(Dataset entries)
▼

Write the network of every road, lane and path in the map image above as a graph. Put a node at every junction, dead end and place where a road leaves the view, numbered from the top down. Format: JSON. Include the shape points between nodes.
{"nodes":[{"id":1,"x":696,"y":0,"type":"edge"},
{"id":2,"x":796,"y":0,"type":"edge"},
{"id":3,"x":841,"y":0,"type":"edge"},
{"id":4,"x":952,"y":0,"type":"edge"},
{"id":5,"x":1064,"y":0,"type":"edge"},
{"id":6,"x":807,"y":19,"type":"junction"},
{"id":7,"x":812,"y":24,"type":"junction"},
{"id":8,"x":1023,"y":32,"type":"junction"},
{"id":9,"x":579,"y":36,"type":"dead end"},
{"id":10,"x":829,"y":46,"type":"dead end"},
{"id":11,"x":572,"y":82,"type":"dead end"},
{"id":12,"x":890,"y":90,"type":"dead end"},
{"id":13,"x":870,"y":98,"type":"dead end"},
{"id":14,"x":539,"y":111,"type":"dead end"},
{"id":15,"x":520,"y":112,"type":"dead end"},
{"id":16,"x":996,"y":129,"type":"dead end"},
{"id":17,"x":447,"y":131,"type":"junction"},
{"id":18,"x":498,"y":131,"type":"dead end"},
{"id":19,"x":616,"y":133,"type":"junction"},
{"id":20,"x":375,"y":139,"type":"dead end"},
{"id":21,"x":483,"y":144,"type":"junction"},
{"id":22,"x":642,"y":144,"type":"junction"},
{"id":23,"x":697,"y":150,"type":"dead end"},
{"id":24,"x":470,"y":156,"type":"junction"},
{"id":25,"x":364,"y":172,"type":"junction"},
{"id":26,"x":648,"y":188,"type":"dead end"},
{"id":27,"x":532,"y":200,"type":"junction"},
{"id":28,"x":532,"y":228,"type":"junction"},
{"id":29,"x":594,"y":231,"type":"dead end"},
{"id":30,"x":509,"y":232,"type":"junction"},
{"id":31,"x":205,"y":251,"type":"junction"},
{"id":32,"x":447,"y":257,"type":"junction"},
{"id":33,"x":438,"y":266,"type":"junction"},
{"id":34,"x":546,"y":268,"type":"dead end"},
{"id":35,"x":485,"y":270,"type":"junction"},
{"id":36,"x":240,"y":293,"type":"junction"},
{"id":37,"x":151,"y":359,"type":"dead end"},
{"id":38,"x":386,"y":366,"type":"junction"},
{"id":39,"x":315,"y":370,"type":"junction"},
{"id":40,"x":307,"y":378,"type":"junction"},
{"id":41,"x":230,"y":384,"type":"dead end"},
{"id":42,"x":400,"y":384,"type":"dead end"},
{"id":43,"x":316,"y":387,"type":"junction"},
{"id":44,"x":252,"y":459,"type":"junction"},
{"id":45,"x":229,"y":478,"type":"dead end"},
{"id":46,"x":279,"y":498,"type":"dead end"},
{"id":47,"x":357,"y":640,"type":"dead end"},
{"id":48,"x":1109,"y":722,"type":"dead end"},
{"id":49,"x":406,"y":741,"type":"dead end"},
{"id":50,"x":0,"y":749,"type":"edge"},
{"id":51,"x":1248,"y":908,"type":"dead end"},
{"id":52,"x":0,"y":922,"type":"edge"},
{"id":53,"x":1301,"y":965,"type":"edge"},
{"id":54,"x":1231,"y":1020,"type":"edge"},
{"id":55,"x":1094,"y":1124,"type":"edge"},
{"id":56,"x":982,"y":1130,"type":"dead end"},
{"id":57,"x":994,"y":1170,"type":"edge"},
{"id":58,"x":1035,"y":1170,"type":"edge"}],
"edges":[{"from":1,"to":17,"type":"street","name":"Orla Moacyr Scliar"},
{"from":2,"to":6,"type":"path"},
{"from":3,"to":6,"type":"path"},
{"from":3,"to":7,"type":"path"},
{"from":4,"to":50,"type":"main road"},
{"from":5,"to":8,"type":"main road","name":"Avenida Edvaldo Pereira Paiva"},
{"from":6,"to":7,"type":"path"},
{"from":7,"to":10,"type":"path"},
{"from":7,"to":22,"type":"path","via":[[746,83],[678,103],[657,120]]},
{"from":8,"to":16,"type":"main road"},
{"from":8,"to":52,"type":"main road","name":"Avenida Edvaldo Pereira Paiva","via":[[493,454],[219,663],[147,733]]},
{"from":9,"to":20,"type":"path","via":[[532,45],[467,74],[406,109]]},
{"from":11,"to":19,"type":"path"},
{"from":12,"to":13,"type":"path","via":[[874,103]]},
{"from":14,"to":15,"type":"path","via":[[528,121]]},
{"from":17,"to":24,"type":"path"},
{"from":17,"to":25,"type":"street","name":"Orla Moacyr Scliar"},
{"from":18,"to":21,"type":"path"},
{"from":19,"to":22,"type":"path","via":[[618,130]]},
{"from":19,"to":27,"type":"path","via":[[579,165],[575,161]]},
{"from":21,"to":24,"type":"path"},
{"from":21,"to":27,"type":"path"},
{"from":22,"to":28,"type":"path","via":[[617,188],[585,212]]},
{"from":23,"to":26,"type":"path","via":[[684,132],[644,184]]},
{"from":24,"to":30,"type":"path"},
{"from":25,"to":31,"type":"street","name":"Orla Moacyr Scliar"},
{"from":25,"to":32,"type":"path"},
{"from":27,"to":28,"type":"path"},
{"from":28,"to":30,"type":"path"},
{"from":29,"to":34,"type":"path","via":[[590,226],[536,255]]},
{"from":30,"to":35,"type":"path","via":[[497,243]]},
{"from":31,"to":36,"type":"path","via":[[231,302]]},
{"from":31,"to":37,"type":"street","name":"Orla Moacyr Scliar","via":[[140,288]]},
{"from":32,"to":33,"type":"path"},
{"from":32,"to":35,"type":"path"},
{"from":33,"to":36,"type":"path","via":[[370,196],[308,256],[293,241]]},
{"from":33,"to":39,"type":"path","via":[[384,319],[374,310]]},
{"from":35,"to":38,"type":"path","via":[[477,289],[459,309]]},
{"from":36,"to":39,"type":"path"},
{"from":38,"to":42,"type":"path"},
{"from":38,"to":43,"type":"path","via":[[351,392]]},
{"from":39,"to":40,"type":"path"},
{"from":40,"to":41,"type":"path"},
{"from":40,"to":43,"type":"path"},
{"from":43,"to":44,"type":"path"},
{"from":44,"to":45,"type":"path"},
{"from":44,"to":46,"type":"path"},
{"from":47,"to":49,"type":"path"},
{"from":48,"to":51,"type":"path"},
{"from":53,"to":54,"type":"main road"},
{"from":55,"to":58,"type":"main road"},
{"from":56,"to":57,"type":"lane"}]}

▲

For this exercise, write out all of the data exactly.

Write the network of every road, lane and path in the map image above as a graph. Put a node at every junction, dead end and place where a road leaves the view, numbered from the top down. Format: JSON. Include the shape points between nodes.
{"nodes":[{"id":1,"x":696,"y":0,"type":"edge"},
{"id":2,"x":796,"y":0,"type":"edge"},
{"id":3,"x":841,"y":0,"type":"edge"},
{"id":4,"x":952,"y":0,"type":"edge"},
{"id":5,"x":1064,"y":0,"type":"edge"},
{"id":6,"x":807,"y":19,"type":"junction"},
{"id":7,"x":812,"y":24,"type":"junction"},
{"id":8,"x":1023,"y":32,"type":"junction"},
{"id":9,"x":579,"y":36,"type":"dead end"},
{"id":10,"x":829,"y":46,"type":"dead end"},
{"id":11,"x":572,"y":82,"type":"dead end"},
{"id":12,"x":890,"y":90,"type":"dead end"},
{"id":13,"x":870,"y":98,"type":"dead end"},
{"id":14,"x":539,"y":111,"type":"dead end"},
{"id":15,"x":520,"y":112,"type":"dead end"},
{"id":16,"x":996,"y":129,"type":"dead end"},
{"id":17,"x":447,"y":131,"type":"junction"},
{"id":18,"x":498,"y":131,"type":"dead end"},
{"id":19,"x":616,"y":133,"type":"junction"},
{"id":20,"x":375,"y":139,"type":"dead end"},
{"id":21,"x":483,"y":144,"type":"junction"},
{"id":22,"x":642,"y":144,"type":"junction"},
{"id":23,"x":697,"y":150,"type":"dead end"},
{"id":24,"x":470,"y":156,"type":"junction"},
{"id":25,"x":364,"y":172,"type":"junction"},
{"id":26,"x":648,"y":188,"type":"dead end"},
{"id":27,"x":532,"y":200,"type":"junction"},
{"id":28,"x":532,"y":228,"type":"junction"},
{"id":29,"x":594,"y":231,"type":"dead end"},
{"id":30,"x":509,"y":232,"type":"junction"},
{"id":31,"x":205,"y":251,"type":"junction"},
{"id":32,"x":447,"y":257,"type":"junction"},
{"id":33,"x":438,"y":266,"type":"junction"},
{"id":34,"x":546,"y":268,"type":"dead end"},
{"id":35,"x":485,"y":270,"type":"junction"},
{"id":36,"x":240,"y":293,"type":"junction"},
{"id":37,"x":151,"y":359,"type":"dead end"},
{"id":38,"x":386,"y":366,"type":"junction"},
{"id":39,"x":315,"y":370,"type":"junction"},
{"id":40,"x":307,"y":378,"type":"junction"},
{"id":41,"x":230,"y":384,"type":"dead end"},
{"id":42,"x":400,"y":384,"type":"dead end"},
{"id":43,"x":316,"y":387,"type":"junction"},
{"id":44,"x":252,"y":459,"type":"junction"},
{"id":45,"x":229,"y":478,"type":"dead end"},
{"id":46,"x":279,"y":498,"type":"dead end"},
{"id":47,"x":357,"y":640,"type":"dead end"},
{"id":48,"x":1109,"y":722,"type":"dead end"},
{"id":49,"x":406,"y":741,"type":"dead end"},
{"id":50,"x":0,"y":749,"type":"edge"},
{"id":51,"x":1248,"y":908,"type":"dead end"},
{"id":52,"x":0,"y":922,"type":"edge"},
{"id":53,"x":1301,"y":965,"type":"edge"},
{"id":54,"x":1231,"y":1020,"type":"edge"},
{"id":55,"x":1094,"y":1124,"type":"edge"},
{"id":56,"x":982,"y":1130,"type":"dead end"},
{"id":57,"x":994,"y":1170,"type":"edge"},
{"id":58,"x":1035,"y":1170,"type":"edge"}],
"edges":[{"from":1,"to":17,"type":"street","name":"Orla Moacyr Scliar"},
{"from":2,"to":6,"type":"path"},
{"from":3,"to":6,"type":"path"},
{"from":3,"to":7,"type":"path"},
{"from":4,"to":50,"type":"main road"},
{"from":5,"to":8,"type":"main road","name":"Avenida Edvaldo Pereira Paiva"},
{"from":6,"to":7,"type":"path"},
{"from":7,"to":10,"type":"path"},
{"from":7,"to":22,"type":"path","via":[[746,83],[678,103],[657,120]]},
{"from":8,"to":16,"type":"main road"},
{"from":8,"to":52,"type":"main road","name":"Avenida Edvaldo Pereira Paiva","via":[[493,454],[219,663],[147,733]]},
{"from":9,"to":20,"type":"path","via":[[532,45],[467,74],[406,109]]},
{"from":11,"to":19,"type":"path"},
{"from":12,"to":13,"type":"path","via":[[874,103]]},
{"from":14,"to":15,"type":"path","via":[[528,121]]},
{"from":17,"to":24,"type":"path"},
{"from":17,"to":25,"type":"street","name":"Orla Moacyr Scliar"},
{"from":18,"to":21,"type":"path"},
{"from":19,"to":22,"type":"path","via":[[618,130]]},
{"from":19,"to":27,"type":"path","via":[[579,165],[575,161]]},
{"from":21,"to":24,"type":"path"},
{"from":21,"to":27,"type":"path"},
{"from":22,"to":28,"type":"path","via":[[617,188],[585,212]]},
{"from":23,"to":26,"type":"path","via":[[684,132],[644,184]]},
{"from":24,"to":30,"type":"path"},
{"from":25,"to":31,"type":"street","name":"Orla Moacyr Scliar"},
{"from":25,"to":32,"type":"path"},
{"from":27,"to":28,"type":"path"},
{"from":28,"to":30,"type":"path"},
{"from":29,"to":34,"type":"path","via":[[590,226],[536,255]]},
{"from":30,"to":35,"type":"path","via":[[497,243]]},
{"from":31,"to":36,"type":"path","via":[[231,302]]},
{"from":31,"to":37,"type":"street","name":"Orla Moacyr Scliar","via":[[140,288]]},
{"from":32,"to":33,"type":"path"},
{"from":32,"to":35,"type":"path"},
{"from":33,"to":36,"type":"path","via":[[370,196],[308,256],[293,241]]},
{"from":33,"to":39,"type":"path","via":[[384,319],[374,310]]},
{"from":35,"to":38,"type":"path","via":[[477,289],[459,309]]},
{"from":36,"to":39,"type":"path"},
{"from":38,"to":42,"type":"path"},
{"from":38,"to":43,"type":"path","via":[[351,392]]},
{"from":39,"to":40,"type":"path"},
{"from":40,"to":41,"type":"path"},
{"from":40,"to":43,"type":"path"},
{"from":43,"to":44,"type":"path"},
{"from":44,"to":45,"type":"path"},
{"from":44,"to":46,"type":"path"},
{"from":47,"to":49,"type":"path"},
{"from":48,"to":51,"type":"path"},
{"from":53,"to":54,"type":"main road"},
{"from":55,"to":58,"type":"main road"},
{"from":56,"to":57,"type":"lane"}]}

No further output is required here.